Nessuno di noi potrà mai cogliere tale Verità in assoluto e definitivamente, ma ciò non toglie il valore di questa operazione, che nella ripetizione conduce alla percezione sempre più chiara e sicura. Da quanto premesso si comprende quanto sia importante in Pittura lo studio ‘dal vero’, cioè su un soggetto reale.

Verso una purificazione dell’occhio.

L’occhio risulta imprigionato nello stereotipo per difetto personale e sociale, possiamo immaginare un cammino che procede dal particolare all’insieme, dalla credenza soggettiva a una verità condivisibile, dalla chiusura all’apertura. Dalla limitazione al illimitato, dal confine allo sconfinato. Questo cammino necessita di una disciplina che si potrebbe riassumere in queste tre fasi successive, che corrispondono alle fasi della Pittura: Guardare-osservare-vedere.
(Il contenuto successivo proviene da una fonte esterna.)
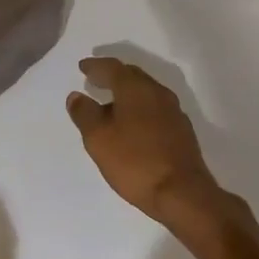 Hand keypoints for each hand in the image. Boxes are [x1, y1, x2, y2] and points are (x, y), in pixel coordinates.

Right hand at [67, 58, 241, 245]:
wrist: (182, 192)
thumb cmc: (135, 161)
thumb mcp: (99, 139)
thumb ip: (85, 114)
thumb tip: (76, 96)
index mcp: (136, 89)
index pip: (113, 68)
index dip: (96, 66)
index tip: (83, 66)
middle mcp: (158, 92)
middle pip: (132, 76)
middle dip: (113, 75)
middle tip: (96, 79)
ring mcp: (173, 111)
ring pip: (146, 92)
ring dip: (127, 92)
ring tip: (111, 102)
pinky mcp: (181, 130)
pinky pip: (155, 108)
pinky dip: (140, 108)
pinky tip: (133, 124) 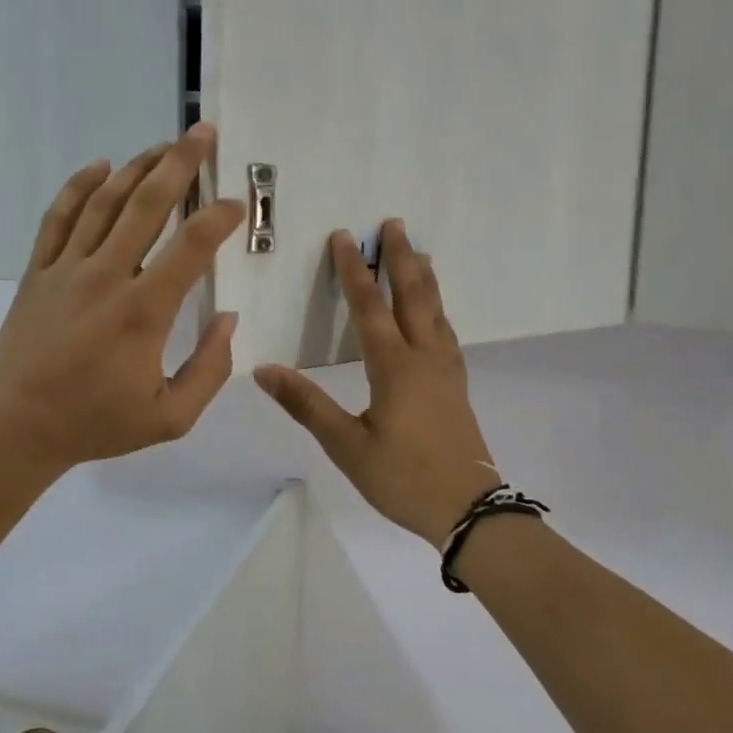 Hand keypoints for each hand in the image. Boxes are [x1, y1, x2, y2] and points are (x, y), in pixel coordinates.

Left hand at [0, 124, 246, 476]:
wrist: (18, 427)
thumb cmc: (98, 422)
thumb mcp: (172, 417)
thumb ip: (210, 369)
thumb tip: (228, 319)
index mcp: (144, 311)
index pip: (192, 246)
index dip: (220, 218)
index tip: (238, 204)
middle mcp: (106, 276)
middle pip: (147, 204)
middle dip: (180, 163)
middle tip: (204, 133)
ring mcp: (66, 269)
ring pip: (105, 202)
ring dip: (137, 167)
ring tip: (164, 145)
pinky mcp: (37, 271)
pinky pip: (58, 217)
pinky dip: (79, 186)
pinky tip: (99, 166)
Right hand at [254, 221, 498, 543]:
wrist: (468, 508)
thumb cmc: (402, 477)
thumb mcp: (346, 446)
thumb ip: (307, 405)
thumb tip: (264, 370)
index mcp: (394, 367)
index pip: (369, 307)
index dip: (354, 271)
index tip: (344, 237)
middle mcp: (424, 357)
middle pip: (413, 296)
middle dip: (401, 258)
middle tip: (394, 224)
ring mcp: (446, 370)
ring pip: (436, 311)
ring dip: (424, 278)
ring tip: (419, 253)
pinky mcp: (457, 385)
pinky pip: (446, 332)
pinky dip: (438, 309)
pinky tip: (436, 314)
PRIMO: I SENSI. La percezione della bellezza, cioè della luce.

La realtà, o “il vero”, contiene in sé una bellezza non visibile a tutti. Per coglierla è necessaria in primo luogo una sensibilità che vi corrisponda, che dovrà inoltre essere affinata con l’esercizio. L’oggetto appare ai nostri occhi, a seconda della luce che lo illumina, come un fatto speciale e irripetibile. Lo sguardo ne scruta la particolarità, a questo stadio viene naturalmente attratto dal dettaglio e  facilmente si perde in esso. 

È come essere davanti a una forte luce, ci si sente accecati all’inizio, poi pian piano si iniziano a vedere i colori, le forme. Gli “impressionisti” coltivavano l’abitudine di rimanere fedeli alla luce del momento: si dice che Monet portasse ogni volta con sè molte tele iniziate nei diversi momenti della giornata. Questa fase richiede una fedeltà all’oggetto e alla luce che lo illumina in quel tale momento. La ricerca è tutta rivolta all’ esattezza della riproduzione. È giusto che sia così, perché il primo momento di un dialogo è sempre l’ascolto, e si può bene immaginare che tra l’artista e la realtà debba avvenire qualcosa di simile a un dialogo.
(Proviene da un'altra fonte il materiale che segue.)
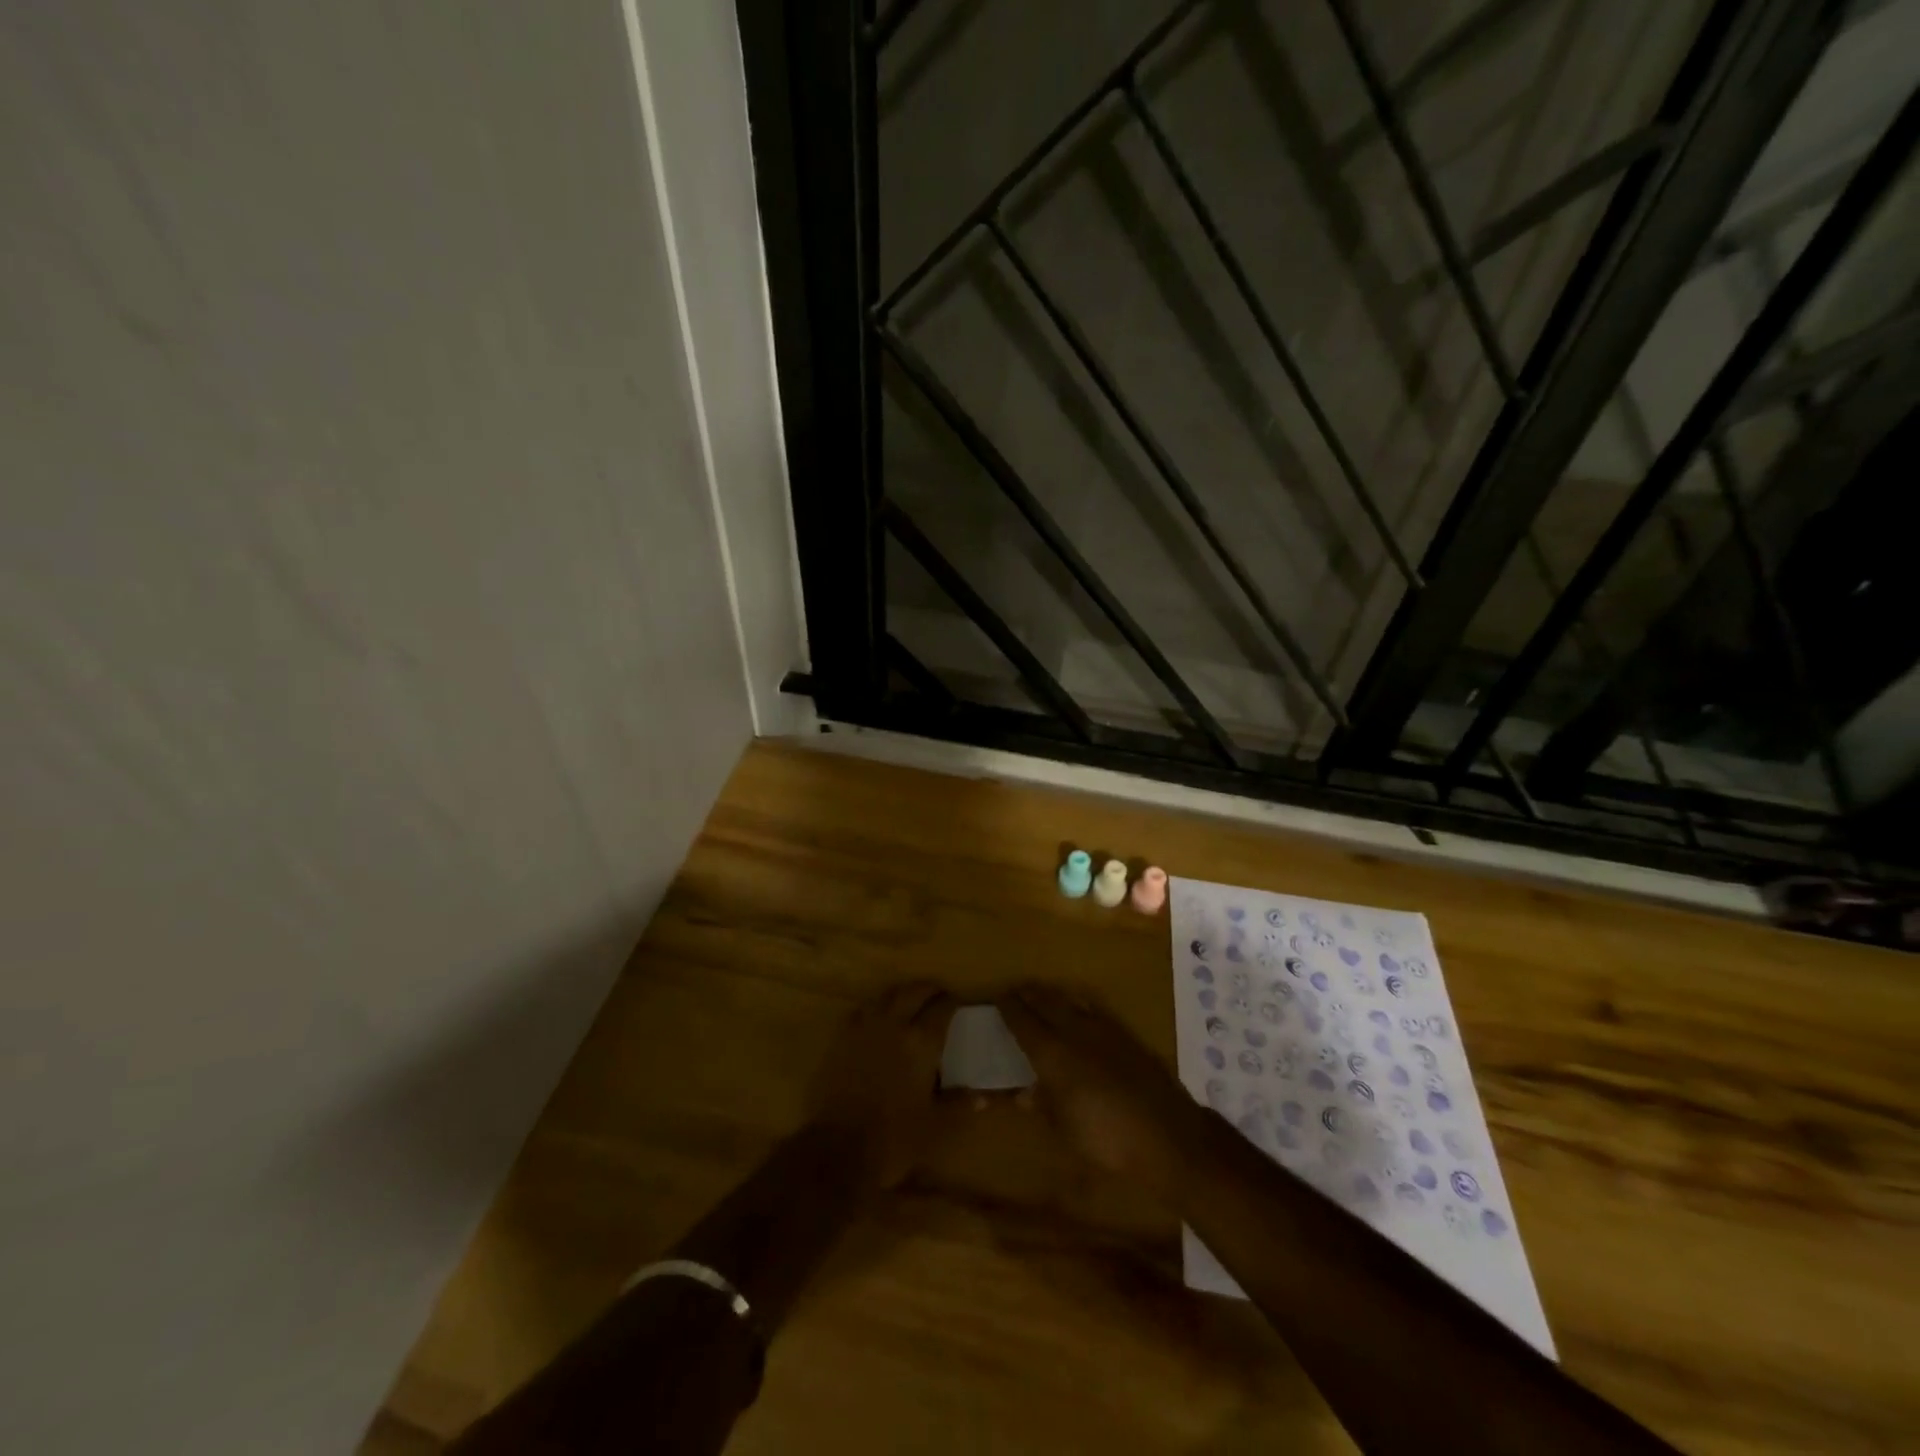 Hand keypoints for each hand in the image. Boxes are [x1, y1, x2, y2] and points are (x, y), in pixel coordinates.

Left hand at [808, 982, 956, 1189]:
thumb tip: (983, 1098)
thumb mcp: (935, 1126)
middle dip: (928, 989)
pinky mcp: (842, 1039)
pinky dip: (875, 1009)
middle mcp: (894, 1026)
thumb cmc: (894, 1137)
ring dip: (901, 994)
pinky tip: (878, 1021)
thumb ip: (958, 1105)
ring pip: (885, 996)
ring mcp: (865, 1029)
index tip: (958, 1003)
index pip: (942, 1009)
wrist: (838, 1148)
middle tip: (937, 995)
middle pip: (913, 992)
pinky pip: (862, 1012)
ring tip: (909, 1002)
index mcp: (921, 1043)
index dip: (952, 1002)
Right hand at [998, 985, 1198, 1205]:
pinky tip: (1080, 1011)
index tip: (998, 997)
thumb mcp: (1064, 1129)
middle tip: (1016, 991)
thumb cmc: (1106, 1138)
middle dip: (1029, 995)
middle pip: (1046, 1003)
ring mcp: (1103, 1030)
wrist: (1167, 1135)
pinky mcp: (1126, 1036)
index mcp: (1052, 1053)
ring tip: (1042, 995)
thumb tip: (1021, 1094)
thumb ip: (1042, 1105)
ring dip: (1053, 996)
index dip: (1009, 1008)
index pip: (1023, 1021)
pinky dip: (1079, 1005)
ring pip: (1070, 1002)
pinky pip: (1094, 1010)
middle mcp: (1074, 1032)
SECONDO: LA RAGIONE. La razionalizzazione della luce.

Qui entra in gioco la cultura: l’apprendimento della materia attraverso la tecnica, la storia e l’esercizio costante. Specificamente nella pittura lo scopo diventa la ricerca dell’insieme, il “tutto”, l’armonia delle parti. La percezione del vero viene arricchita dalla visione personale che se ne ha, la sola che può renderla sostanziale e pregnante. Lo sguardo esce completamente da quel primo senso di abbagliamento, perché viene in un certo senso “guidato”, dalla sensibilità personale. Diventa più chiaro il motivo per cui si è scelto quel soggetto, la “prova del nove” per comprendere se la scelta iniziale del soggetto era giusta o sbagliata. Non è raro che a questo punto si comprenda la debolezza dell’ispirazione iniziale, mentre al contrario si potrebbe manifestare la grandezza dell’ispirazione del “capolavoro”. Questa è la fase del discernimento, della crisi, cioè della separazione fra ciò che conta e ciò che non conta, il momento in cui diventa necessario togliere piuttosto che aggiungere. La ricerca della armonia rende necessario il sacrificio di tutti quei dettagli che non servono all’insieme. Le ardite semplificazioni che vediamo nei capolavori dell’arte hanno origine dalla risoluzione positiva di questo passaggio

TERZO: L’ANIMA. La trasfigurazione della luce.

La realtà, osservata con amore e corrisposta da una lettura precisa e personale, si trasfigura, cambia aspetto, rimanda a qualcosa di altro, completamente inedito e insospettabile. Così si può dipingere lo stesso soggetto anche tutta la vita, creando sempre qualcosa di nuovo, come Monet, o Cezanne. Ciò che rende possibile una esperienza tanto straordinaria è la luce, e la nostra risposta ad essa. La luce infatti possiede una proprietà creativa in sé, che è in grado di cambiare completamente il senso dell’oggetto, visibilmente, di trasformarlo. La contemplazione della luce è potente non solo per la persona che la sperimenta, ha la capacità di coinvolgere anche coloro che osservano a un livello molto più profondo rispetto ai gradini precedenti.

Il cammino appena descritto si deve intendere come un avanzamento del linguaggio nel quale l’espressione tende a diventare sempre più comprensibile e coinvolgente nei confronti degli altri.